Aim of the exercise
Compute how many lines below contain the word "list" and respond with that number only.

Data shown
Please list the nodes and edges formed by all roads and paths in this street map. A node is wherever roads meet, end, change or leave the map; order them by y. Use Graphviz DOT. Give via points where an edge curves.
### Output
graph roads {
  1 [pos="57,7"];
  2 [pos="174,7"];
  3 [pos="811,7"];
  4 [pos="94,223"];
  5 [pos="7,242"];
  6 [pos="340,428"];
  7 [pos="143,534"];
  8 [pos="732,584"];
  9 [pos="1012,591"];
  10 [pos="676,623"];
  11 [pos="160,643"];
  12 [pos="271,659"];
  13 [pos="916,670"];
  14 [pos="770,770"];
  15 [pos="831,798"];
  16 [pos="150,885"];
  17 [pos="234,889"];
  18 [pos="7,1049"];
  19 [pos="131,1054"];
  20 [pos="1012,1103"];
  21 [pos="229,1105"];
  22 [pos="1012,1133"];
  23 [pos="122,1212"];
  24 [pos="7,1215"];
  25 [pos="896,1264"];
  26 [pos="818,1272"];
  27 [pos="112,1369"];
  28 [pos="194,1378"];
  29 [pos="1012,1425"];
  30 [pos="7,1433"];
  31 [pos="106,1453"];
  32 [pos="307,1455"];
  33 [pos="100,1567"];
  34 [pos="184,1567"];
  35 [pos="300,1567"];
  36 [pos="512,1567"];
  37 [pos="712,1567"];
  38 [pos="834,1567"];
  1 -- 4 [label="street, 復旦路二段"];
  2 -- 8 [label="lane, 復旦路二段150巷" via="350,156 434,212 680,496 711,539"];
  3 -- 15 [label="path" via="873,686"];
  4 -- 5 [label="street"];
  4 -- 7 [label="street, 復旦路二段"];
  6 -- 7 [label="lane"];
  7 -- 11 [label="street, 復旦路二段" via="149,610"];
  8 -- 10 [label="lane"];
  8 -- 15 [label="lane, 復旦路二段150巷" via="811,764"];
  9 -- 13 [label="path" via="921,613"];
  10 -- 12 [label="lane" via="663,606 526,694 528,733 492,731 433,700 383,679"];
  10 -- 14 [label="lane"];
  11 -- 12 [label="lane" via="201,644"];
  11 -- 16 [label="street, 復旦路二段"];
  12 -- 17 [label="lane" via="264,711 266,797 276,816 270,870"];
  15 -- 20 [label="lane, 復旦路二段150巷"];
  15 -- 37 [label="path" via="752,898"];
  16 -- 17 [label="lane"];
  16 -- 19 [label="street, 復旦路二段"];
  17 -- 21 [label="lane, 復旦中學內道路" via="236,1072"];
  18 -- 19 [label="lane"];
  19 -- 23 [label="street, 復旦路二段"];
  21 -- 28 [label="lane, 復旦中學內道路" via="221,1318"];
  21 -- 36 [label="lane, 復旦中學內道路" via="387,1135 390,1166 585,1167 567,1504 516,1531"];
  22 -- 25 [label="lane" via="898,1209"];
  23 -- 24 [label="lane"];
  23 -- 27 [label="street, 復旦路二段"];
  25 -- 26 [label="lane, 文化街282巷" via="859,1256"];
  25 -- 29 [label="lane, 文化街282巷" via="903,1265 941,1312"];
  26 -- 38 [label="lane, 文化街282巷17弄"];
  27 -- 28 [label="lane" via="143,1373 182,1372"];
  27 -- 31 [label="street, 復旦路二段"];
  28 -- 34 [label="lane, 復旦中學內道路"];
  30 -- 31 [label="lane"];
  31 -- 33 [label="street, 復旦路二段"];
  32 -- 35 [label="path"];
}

...

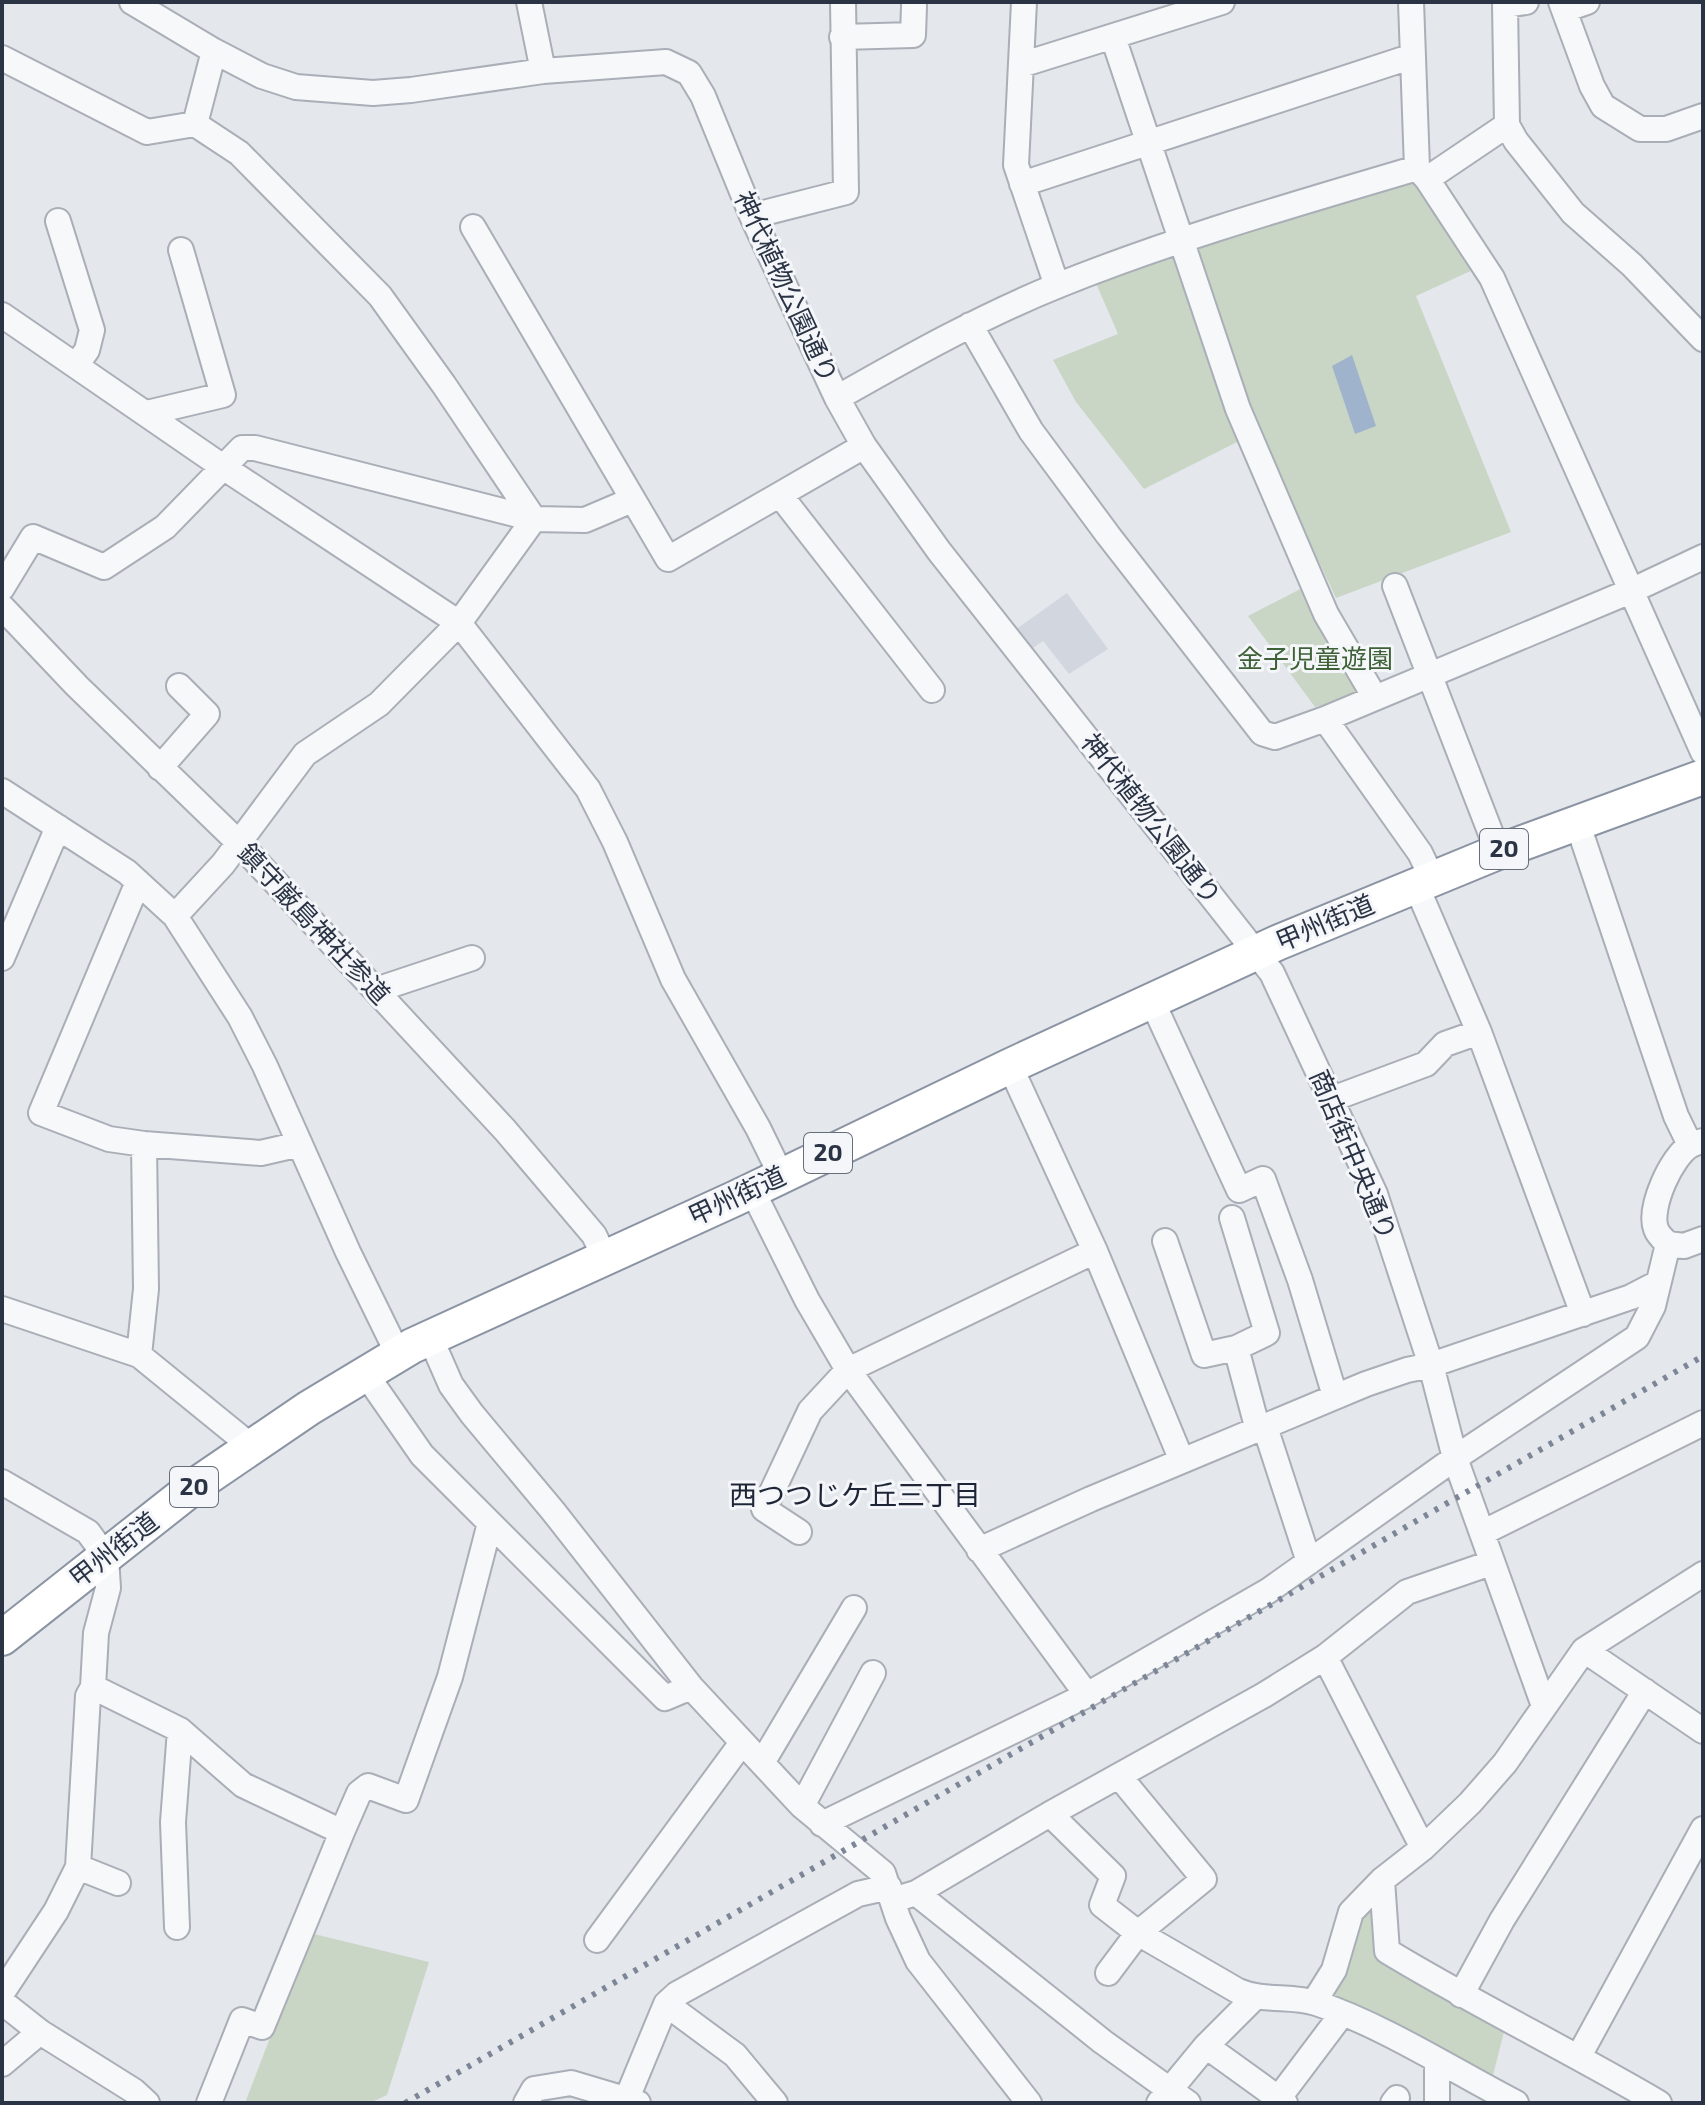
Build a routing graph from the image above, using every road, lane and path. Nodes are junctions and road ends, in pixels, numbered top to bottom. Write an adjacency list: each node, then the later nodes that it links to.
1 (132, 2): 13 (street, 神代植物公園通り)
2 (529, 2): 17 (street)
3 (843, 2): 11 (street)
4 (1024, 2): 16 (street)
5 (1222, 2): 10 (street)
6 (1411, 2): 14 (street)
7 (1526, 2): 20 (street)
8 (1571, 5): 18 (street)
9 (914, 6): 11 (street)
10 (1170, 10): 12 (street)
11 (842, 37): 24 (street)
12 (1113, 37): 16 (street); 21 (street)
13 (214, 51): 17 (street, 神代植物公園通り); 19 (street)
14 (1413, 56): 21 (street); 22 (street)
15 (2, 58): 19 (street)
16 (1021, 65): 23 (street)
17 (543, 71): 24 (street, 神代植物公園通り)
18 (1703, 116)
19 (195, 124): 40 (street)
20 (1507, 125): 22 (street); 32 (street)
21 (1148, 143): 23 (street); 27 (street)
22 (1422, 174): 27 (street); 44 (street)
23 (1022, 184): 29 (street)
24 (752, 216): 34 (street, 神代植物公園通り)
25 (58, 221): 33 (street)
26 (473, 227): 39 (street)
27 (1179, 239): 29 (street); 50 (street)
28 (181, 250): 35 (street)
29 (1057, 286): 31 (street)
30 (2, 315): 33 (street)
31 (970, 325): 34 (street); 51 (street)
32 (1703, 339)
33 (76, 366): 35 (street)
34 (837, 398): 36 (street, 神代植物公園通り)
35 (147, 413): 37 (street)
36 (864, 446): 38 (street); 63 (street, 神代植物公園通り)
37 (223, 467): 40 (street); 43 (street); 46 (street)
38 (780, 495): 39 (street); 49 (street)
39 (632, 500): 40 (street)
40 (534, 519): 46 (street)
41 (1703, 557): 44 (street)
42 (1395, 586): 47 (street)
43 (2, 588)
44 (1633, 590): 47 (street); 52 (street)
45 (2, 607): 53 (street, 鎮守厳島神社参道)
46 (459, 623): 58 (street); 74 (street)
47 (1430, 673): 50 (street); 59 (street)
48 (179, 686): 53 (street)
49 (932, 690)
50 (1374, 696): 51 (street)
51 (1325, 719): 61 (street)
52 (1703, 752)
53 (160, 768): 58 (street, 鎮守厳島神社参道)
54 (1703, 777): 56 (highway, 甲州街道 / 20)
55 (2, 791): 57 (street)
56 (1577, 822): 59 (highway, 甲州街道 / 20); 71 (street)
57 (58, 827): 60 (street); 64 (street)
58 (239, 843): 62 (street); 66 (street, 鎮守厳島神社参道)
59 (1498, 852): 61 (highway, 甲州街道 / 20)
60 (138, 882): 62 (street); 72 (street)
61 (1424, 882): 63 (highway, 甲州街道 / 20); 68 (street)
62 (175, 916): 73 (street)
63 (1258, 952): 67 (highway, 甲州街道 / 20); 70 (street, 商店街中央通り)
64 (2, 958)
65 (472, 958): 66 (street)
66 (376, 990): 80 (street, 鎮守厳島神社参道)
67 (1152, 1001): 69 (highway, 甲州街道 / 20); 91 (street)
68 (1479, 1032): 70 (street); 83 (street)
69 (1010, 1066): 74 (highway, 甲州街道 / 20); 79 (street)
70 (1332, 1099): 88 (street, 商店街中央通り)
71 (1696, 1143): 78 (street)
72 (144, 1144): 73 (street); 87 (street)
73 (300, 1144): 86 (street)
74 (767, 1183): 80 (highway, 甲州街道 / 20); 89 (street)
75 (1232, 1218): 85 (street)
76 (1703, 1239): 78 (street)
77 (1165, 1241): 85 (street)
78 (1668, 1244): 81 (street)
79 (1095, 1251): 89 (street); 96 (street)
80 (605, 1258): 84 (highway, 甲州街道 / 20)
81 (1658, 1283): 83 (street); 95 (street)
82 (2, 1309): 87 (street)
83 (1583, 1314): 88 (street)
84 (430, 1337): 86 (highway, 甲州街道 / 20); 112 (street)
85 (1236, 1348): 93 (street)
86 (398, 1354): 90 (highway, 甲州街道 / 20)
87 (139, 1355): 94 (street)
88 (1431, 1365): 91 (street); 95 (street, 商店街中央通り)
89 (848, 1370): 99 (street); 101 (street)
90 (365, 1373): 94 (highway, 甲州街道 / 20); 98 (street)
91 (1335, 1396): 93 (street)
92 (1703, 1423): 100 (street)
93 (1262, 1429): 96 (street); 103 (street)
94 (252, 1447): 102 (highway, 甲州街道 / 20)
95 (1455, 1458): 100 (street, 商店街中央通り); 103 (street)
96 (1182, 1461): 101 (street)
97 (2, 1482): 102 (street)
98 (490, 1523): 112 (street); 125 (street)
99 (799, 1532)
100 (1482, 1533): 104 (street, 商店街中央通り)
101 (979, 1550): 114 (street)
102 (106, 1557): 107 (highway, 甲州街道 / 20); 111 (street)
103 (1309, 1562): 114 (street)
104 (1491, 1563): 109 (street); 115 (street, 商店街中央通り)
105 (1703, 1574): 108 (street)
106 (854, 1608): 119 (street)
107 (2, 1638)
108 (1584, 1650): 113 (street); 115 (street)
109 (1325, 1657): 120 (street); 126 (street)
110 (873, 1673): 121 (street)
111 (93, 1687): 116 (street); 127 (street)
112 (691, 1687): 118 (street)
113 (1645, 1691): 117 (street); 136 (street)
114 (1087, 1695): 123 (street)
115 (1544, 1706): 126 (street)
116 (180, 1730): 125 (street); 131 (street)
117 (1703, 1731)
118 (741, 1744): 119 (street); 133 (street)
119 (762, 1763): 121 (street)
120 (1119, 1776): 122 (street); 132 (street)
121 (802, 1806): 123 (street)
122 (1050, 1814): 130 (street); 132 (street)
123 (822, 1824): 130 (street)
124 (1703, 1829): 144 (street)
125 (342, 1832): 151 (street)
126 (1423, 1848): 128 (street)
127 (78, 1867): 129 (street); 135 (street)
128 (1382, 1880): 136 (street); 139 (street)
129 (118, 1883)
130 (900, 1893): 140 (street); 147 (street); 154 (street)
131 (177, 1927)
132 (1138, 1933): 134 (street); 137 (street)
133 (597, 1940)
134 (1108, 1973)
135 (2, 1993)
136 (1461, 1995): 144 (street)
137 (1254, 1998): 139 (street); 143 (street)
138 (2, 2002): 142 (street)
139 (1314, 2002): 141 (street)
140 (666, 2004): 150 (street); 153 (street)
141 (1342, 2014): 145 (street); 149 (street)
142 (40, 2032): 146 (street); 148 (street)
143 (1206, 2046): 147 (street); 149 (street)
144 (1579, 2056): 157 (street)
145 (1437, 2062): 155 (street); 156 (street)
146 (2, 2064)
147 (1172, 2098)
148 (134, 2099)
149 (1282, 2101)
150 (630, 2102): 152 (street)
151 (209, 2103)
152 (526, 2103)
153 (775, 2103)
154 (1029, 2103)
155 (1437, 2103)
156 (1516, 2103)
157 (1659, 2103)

Exercise answer
2